マラリア原虫に感染した赤血球(pRBC)の細胞膜上にあるIgM抗体(紫色)とPfEMP1タンパク質(黄色)が結合し、正常赤血球を誘導しロゼットを形成する。(写真提供:OIST)

マラリア原虫に感染した赤血球(pRBC)の細胞膜上にあるIgM抗体(紫色)とPfEMP1タンパク質(黄色)が結合し、正常赤血球を誘導しロゼットを形成する。(写真提供:OIST)[写真拡大]

 沖縄科学技術大学院大学(OIST)のウルフ・スコグランド教授らによる研究グループは、熱帯熱マラリアの病原体であるマラリア原虫(P. falciparum)のひとつのタンパク質と、それに対して感染初期段階の生体防御反応を担う抗体分子が結合した三次元構造を明らかにした。この成果は、抗マラリア薬物療法の開発につながることが期待されるという。

 熱帯熱マラリアは、マラリア原虫を媒介するハマダラカ(Anopheles属)という蚊に刺されることによってヒトに感染する。マラリア病原体には、その感染力を高めるための戦略の1つとして、感染赤血球を正常赤血球が囲んで花びら状の配列を形成する「ロゼット形成」がある。ロゼット形成に重要な役割を担っているのが、熱帯熱マラリア原虫赤血球膜タンパク質(PfEMP1)で、このタンパク質はPfEMP1タンパク質は感染赤血球の表面に発現し、感染初期の生体防御機能を担う抗体の1つであるIgM抗体を巧みに操る。

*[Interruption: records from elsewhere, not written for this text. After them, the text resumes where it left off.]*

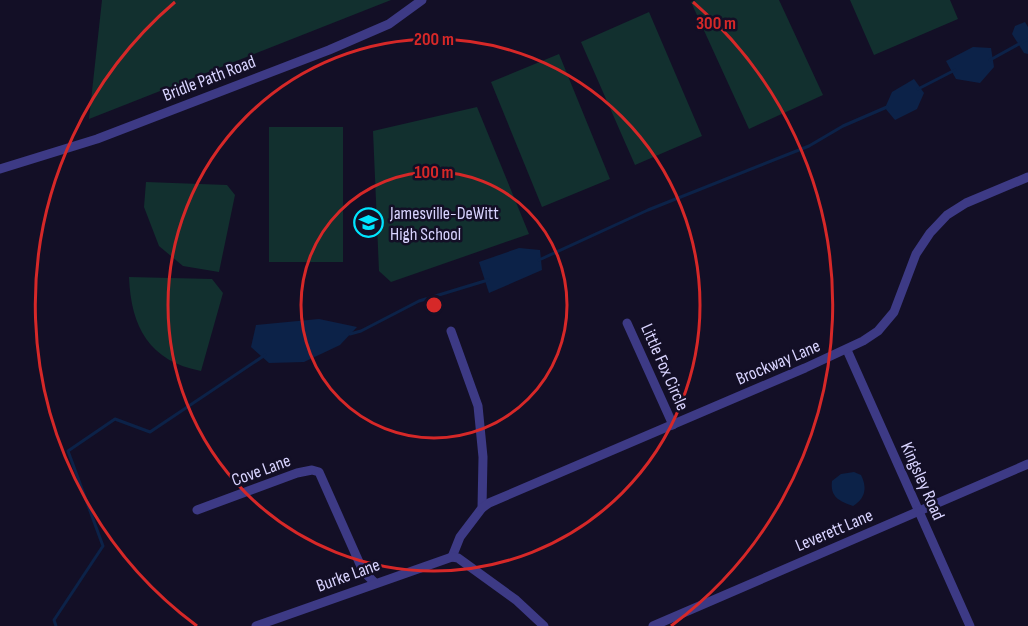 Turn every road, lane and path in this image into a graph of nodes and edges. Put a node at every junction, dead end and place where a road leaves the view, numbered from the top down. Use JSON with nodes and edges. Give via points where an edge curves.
{"nodes":[{"id":1,"x":422,"y":0,"type":"edge"},
{"id":2,"x":0,"y":169,"type":"edge"},
{"id":3,"x":1028,"y":177,"type":"edge"},
{"id":4,"x":627,"y":323,"type":"dead end"},
{"id":5,"x":451,"y":331,"type":"dead end"},
{"id":6,"x":847,"y":350,"type":"junction"},
{"id":7,"x":673,"y":425,"type":"junction"},
{"id":8,"x":1028,"y":464,"type":"edge"},
{"id":9,"x":482,"y":508,"type":"junction"},
{"id":10,"x":198,"y":510,"type":"dead end"},
{"id":11,"x":919,"y":512,"type":"junction"},
{"id":12,"x":452,"y":557,"type":"junction"},
{"id":13,"x":375,"y":583,"type":"junction"},
{"id":14,"x":256,"y":626,"type":"edge"},
{"id":15,"x":544,"y":626,"type":"edge"},
{"id":16,"x":653,"y":626,"type":"edge"},
{"id":17,"x":970,"y":626,"type":"edge"}],
"edges":[{"from":1,"to":2,"type":"street","name":"Bridle Path Road","via":[[389,24],[329,50],[98,139]]},
{"from":3,"to":6,"type":"street","name":"Brockway Lane","via":[[947,215],[916,254],[894,312],[878,330]]},
{"from":4,"to":7,"type":"street","name":"Little Fox Circle"},
{"from":5,"to":9,"type":"street","via":[[481,421]]},
{"from":6,"to":7,"type":"street","name":"Brockway Lane"},
{"from":6,"to":11,"type":"street","name":"Kingsley Road"},
{"from":7,"to":9,"type":"street","name":"Brockway Lane"},
{"from":8,"to":11,"type":"street","name":"Leverett Lane"},
{"from":9,"to":12,"type":"street","via":[[460,537]]},
{"from":10,"to":13,"type":"street","name":"Cove Lane","via":[[297,473],[319,472],[363,571]]},
{"from":11,"to":16,"type":"street","name":"Leverett Lane"},
{"from":11,"to":17,"type":"street","name":"Kingsley Road"},
{"from":12,"to":13,"type":"street","name":"Burke Lane"},
{"from":12,"to":15,"type":"street","via":[[516,600]]},
{"from":13,"to":14,"type":"street","name":"Burke Lane"}]}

 今回の研究では、三次元可視化技術によって、IgM抗体が1~2個のPfEMP1タンパク質に結合し、感染細胞の表面にブーケ状の結合体を形成する様子を可視化することに成功した。その結果、PfEMP1はアルファベットのCの形をした堅固なタンパク質構造であること、そしてIgMは、拡張形、鐘形、カメ形という三種の形態をとることがわかった。

 今後は、本研究成果が、患者に苦痛を与えることなく感染赤血球のロゼットを破壊・排除を可能にする抗マラリア薬物療法の開発に役立つと期待されている。

 なお、この内容は「Cell Reports」に掲載された。論文タイトルは、「Architecture of Human IgM in Complex with P. falciparum Erythrocyte Membrane Protein 1」。